After working on his portfolio, McShane enrolled in PAFA’s Certificate program and then the MFA program. He studied fine art technique and worked on figure drawing and painting but was being pulled towards large-scale murals.
“In the Master's program, my work started to get much bigger and had a lot of social commentary,” he said. “All of my critics were coming in and saying you should be a muralist.”
Crossing paths with Jane Golden, executive director of Mural Arts Philadelphia, in a PAFA Continuing Education class led McShane to feature his artwork around the city.
His first few Mural Arts projects included a mural in Old City for World AIDS Days, a project commemorating a group of women in Norris Square, and then his first big break was a mural to honor Jackie Robinson.
The mural of the baseball great at Broad and Somerset streets was a dream for a lifelong baseball fan like McShane. As a fan of all the Philadelphia sports teams, McShane had spent several years incorporating athletics into his artwork.
“In my studio I had been doing a whole series making these paintings, mostly related to baseball of batters in motion and pitchers in the motion of throwing the ball,” he said. “There is almost sort of a ballet to it.”

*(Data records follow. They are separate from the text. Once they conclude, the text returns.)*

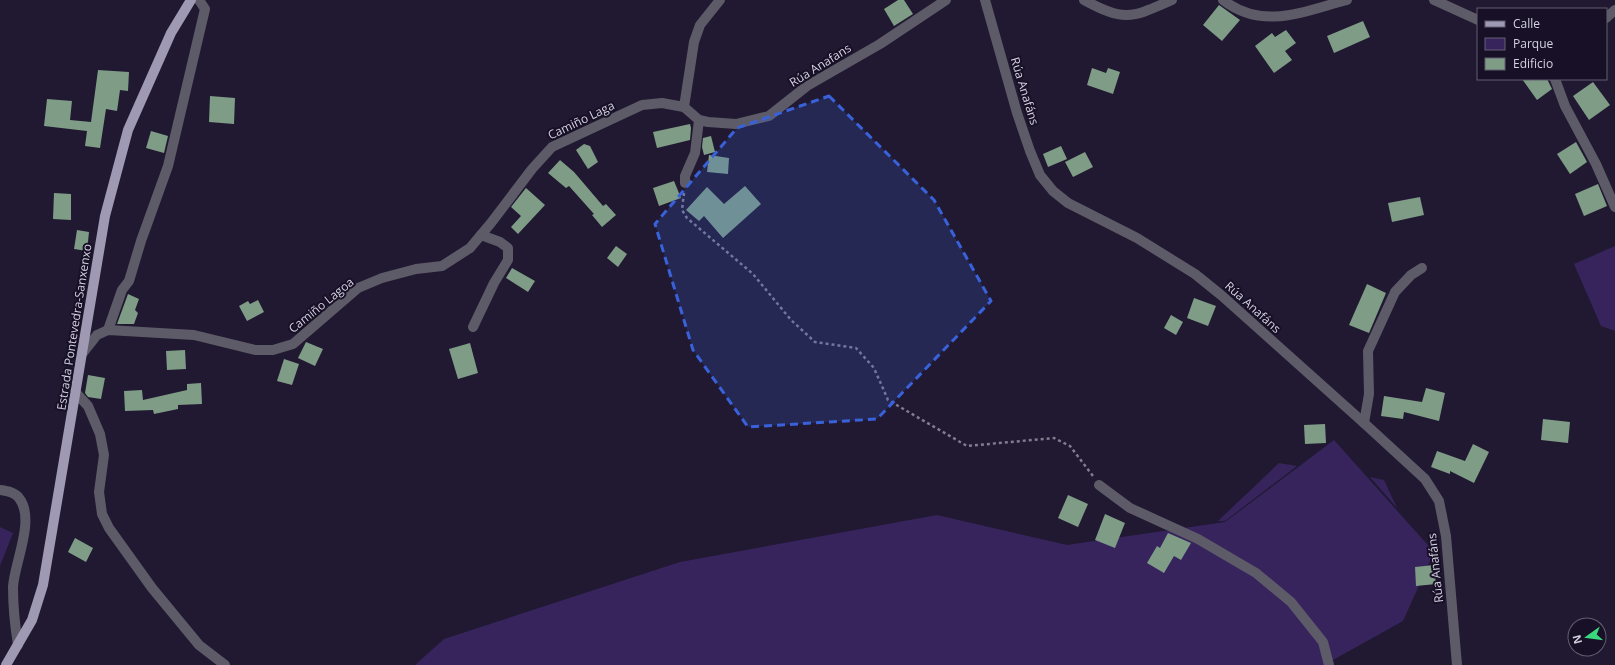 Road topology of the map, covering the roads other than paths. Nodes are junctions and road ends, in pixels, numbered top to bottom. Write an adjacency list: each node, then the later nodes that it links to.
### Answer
1 (191, 0): 23 (main road, Estrada Pontevedra-Sanxenxo)
2 (199, 0): 22 (street)
3 (720, 0): 15 (street)
4 (946, 0): 16 (street, Rúa Anafans)
5 (985, 0): 25 (street, Rúa Anafáns)
6 (1084, 0): 7 (street)
7 (1172, 0)
8 (1223, 0): 9 (street)
9 (1347, 0)
10 (1434, 0): 13 (street)
11 (1615, 10): 12 (street)
12 (1607, 17)
13 (1477, 20)
14 (1555, 80): 18 (street)
15 (684, 107): 16 (street); 19 (street, Camiño Laga)
16 (699, 120): 17 (street)
17 (685, 183)
18 (1615, 207)
19 (481, 235): 21 (street); 22 (street, Camiño Lagoa)
20 (1422, 268): 25 (street)
21 (473, 327)
22 (108, 330): 23 (street)
23 (82, 354): 24 (main road, Estrada Pontevedra-Sanxenxo)
24 (76, 393): 28 (main road, Estrada Pontevedra-Sanxenxo); 30 (street)
25 (1364, 423): 32 (street, Rúa Anafáns)
26 (1099, 485): 31 (street)
27 (0, 490): 28 (street)
28 (18, 645): 29 (main road, Estrada Pontevedra-Sanxenxo)
29 (6, 665)
30 (224, 665)
31 (1329, 665)
32 (1457, 665)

The Jackie Robinson mural, completed in 1997, exposed more people to McShane’s work. Instead of a gallery show with a select group of people seeing his art, McShane’s murals were seen by a city full of people.
“Suddenly there was this avenue where my work was accessible to homeless guys, people walking down the street trying to catch the bus, working-class people, regular people and people driving by in Rolls-Royces. Anybody could see it,” he said. “So I started owning the fact that my roots are working class. The people I want to speak to our working class and this is a great way to do it.”

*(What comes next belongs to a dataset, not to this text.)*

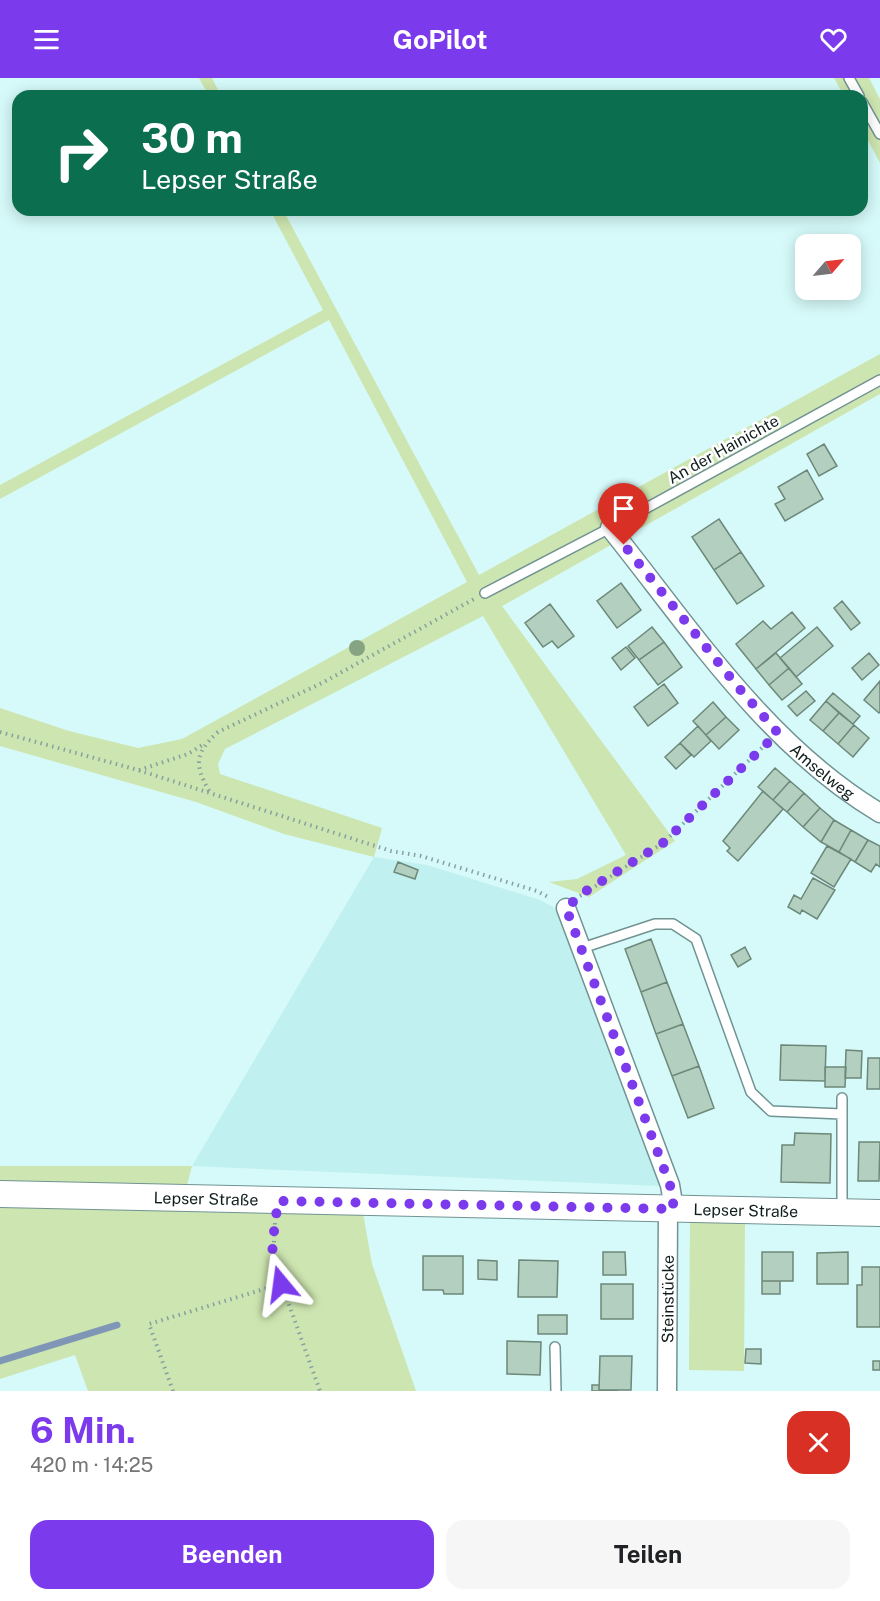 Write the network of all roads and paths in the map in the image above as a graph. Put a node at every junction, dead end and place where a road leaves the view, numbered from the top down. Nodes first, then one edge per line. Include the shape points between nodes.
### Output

Through Mural Arts, McShane is not only able to share his art with the city but help people leave their own mark on Philadelphia. With the Eagles Playground Build, Mural Arts beautifies city school buildings and playgrounds with the support of the Philadelphia Eagles.
The latest Eagles Playground Build helped the Hackett Elementary School community in Kensington. A new playground was installed and McShane worked with Hackett students on a mural stretching across the school’s exterior.

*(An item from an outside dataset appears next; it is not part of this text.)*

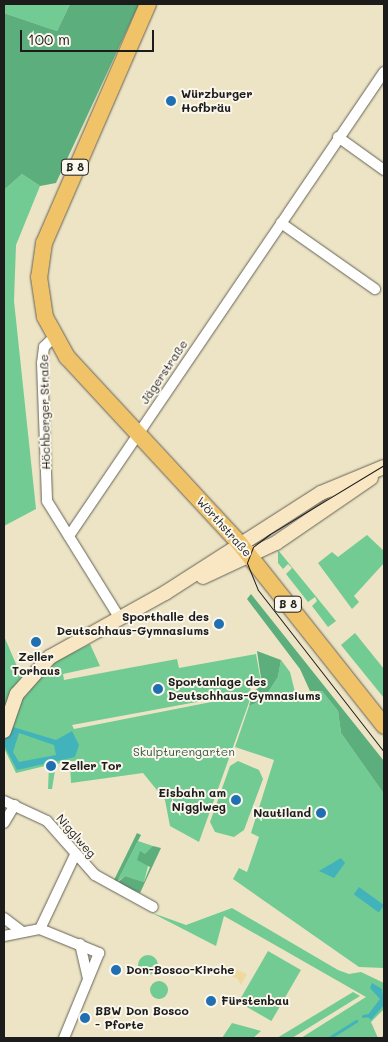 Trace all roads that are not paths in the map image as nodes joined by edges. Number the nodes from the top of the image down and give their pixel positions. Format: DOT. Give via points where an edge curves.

“We’re able to come in and do murals and we’re able to work with kids over a 6 month period. I can incorporate their drawings into the mural, and I can do drawing workshops with the kids,” he said. “We have this great paint day where every kid gets to paint and the Philadelphia Eagles come and they paint, too. Every kid literally leaves a mark behind by helping paint the mural and some of them leave their artwork behind by having their drawing included.”
The Hackett Elementary mural features an Eagles kicker but it’s not McShane’s only brush with the football team.
The sports lover previously completed the Philadelphia Phillies 2008 World Series mural and a City of Champions mural celebrating sports wins in the city, but it was missing the ever-elusive Lombardi trophy.
“I had painted every championship trophy except for the Lombardi trophy,” he said. “Then when the Eagles won the Super Bowl it was like, ‘Okay, we gotta start the other side.’ That’s kind of exciting to be able to do those things.”
A piece of art commemorating a team that called themselves underdogs was a perfect fit for McShane and the Mural Arts program
“All of these people in this blue-collar city really connected with them and I feel like a lot what that celebration was the triumph of the working class,” he said. “Sometimes you work hard and you do succeed, so that was kind of what I was thinking about when I was making that mural.”
It’s surreal to McShane that his career has taken him this way.
“When I was making those early paintings around sports and baseball at the academy when I was still in the Master's program, I was thinking that I’d like to be a muralist. And wouldn’t it be cool to paint murals about the sports teams I love and just sports in general and then years later actually getting to do this.”